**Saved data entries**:
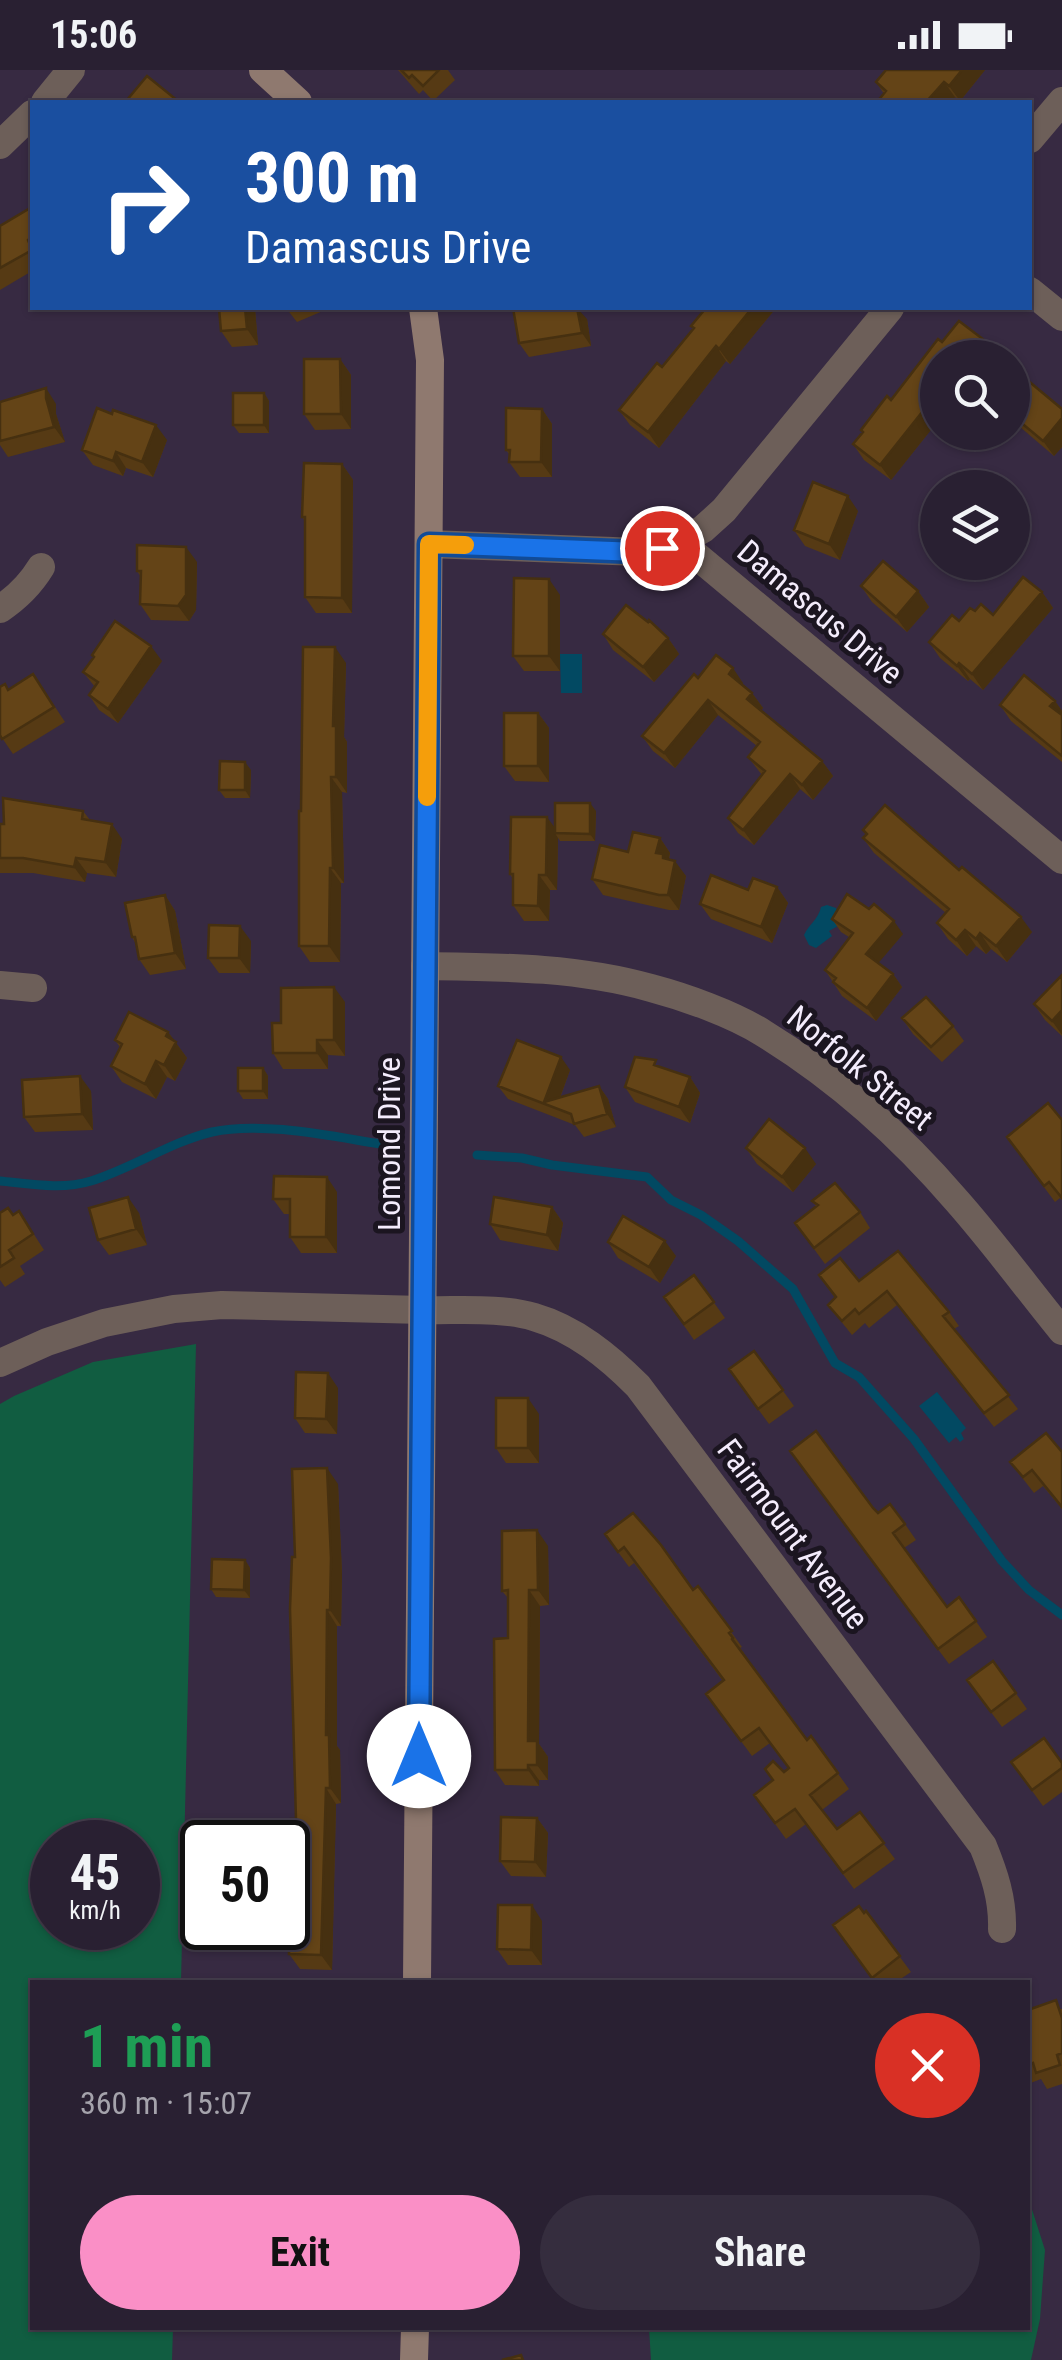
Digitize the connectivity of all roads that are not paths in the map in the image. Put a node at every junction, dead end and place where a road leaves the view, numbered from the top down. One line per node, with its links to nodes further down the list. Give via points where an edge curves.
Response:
1 (72, 70): 3 (street)
2 (263, 70): 4 (main road)
3 (46, 100)
4 (296, 100)
5 (1062, 101): 7 (street)
6 (30, 116): 8 (street)
7 (1032, 137)
8 (0, 145)
9 (1032, 293): 12 (street)
10 (423, 310): 14 (main road, Lomond Drive, via 430,360)
11 (888, 310): 13 (street, via 724,510)
12 (1062, 318)
13 (680, 542): 14 (street, via 638,552); 17 (street, Damascus Drive)
14 (429, 544): 18 (main road, Lomond Drive)
15 (41, 567): 16 (street)
16 (0, 608)
17 (1062, 860)
18 (425, 966): 21 (main road, Lomond Drive); 22 (street, Norfolk Street, via 590,975 650,987 761,1031 836,1084 904,1145)
19 (0, 985): 20 (street)
20 (33, 988)
21 (422, 1310): 23 (street, Fairmount Avenue, via 174,1310 104,1324); 24 (street, Fairmount Avenue, via 532,1316 586,1342 638,1386 983,1846 996,1879); 25 (main road, Lomond Drive)
22 (1062, 1331)
23 (0, 1363)
24 (1002, 1929)
25 (418, 1980)
26 (415, 2330): 27 (main road)
27 (414, 2360)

**What you need to do**:
Write out all the entries word for word, but skip any images.

**Exercise response**:
Digitize the connectivity of all roads that are not paths in the map in the image. Put a node at every junction, dead end and place where a road leaves the view, numbered from the top down. One line per node, with its links to nodes further down the list. Give via points where an edge curves.
Response:
1 (72, 70): 3 (street)
2 (263, 70): 4 (main road)
3 (46, 100)
4 (296, 100)
5 (1062, 101): 7 (street)
6 (30, 116): 8 (street)
7 (1032, 137)
8 (0, 145)
9 (1032, 293): 12 (street)
10 (423, 310): 14 (main road, Lomond Drive, via 430,360)
11 (888, 310): 13 (street, via 724,510)
12 (1062, 318)
13 (680, 542): 14 (street, via 638,552); 17 (street, Damascus Drive)
14 (429, 544): 18 (main road, Lomond Drive)
15 (41, 567): 16 (street)
16 (0, 608)
17 (1062, 860)
18 (425, 966): 21 (main road, Lomond Drive); 22 (street, Norfolk Street, via 590,975 650,987 761,1031 836,1084 904,1145)
19 (0, 985): 20 (street)
20 (33, 988)
21 (422, 1310): 23 (street, Fairmount Avenue, via 174,1310 104,1324); 24 (street, Fairmount Avenue, via 532,1316 586,1342 638,1386 983,1846 996,1879); 25 (main road, Lomond Drive)
22 (1062, 1331)
23 (0, 1363)
24 (1002, 1929)
25 (418, 1980)
26 (415, 2330): 27 (main road)
27 (414, 2360)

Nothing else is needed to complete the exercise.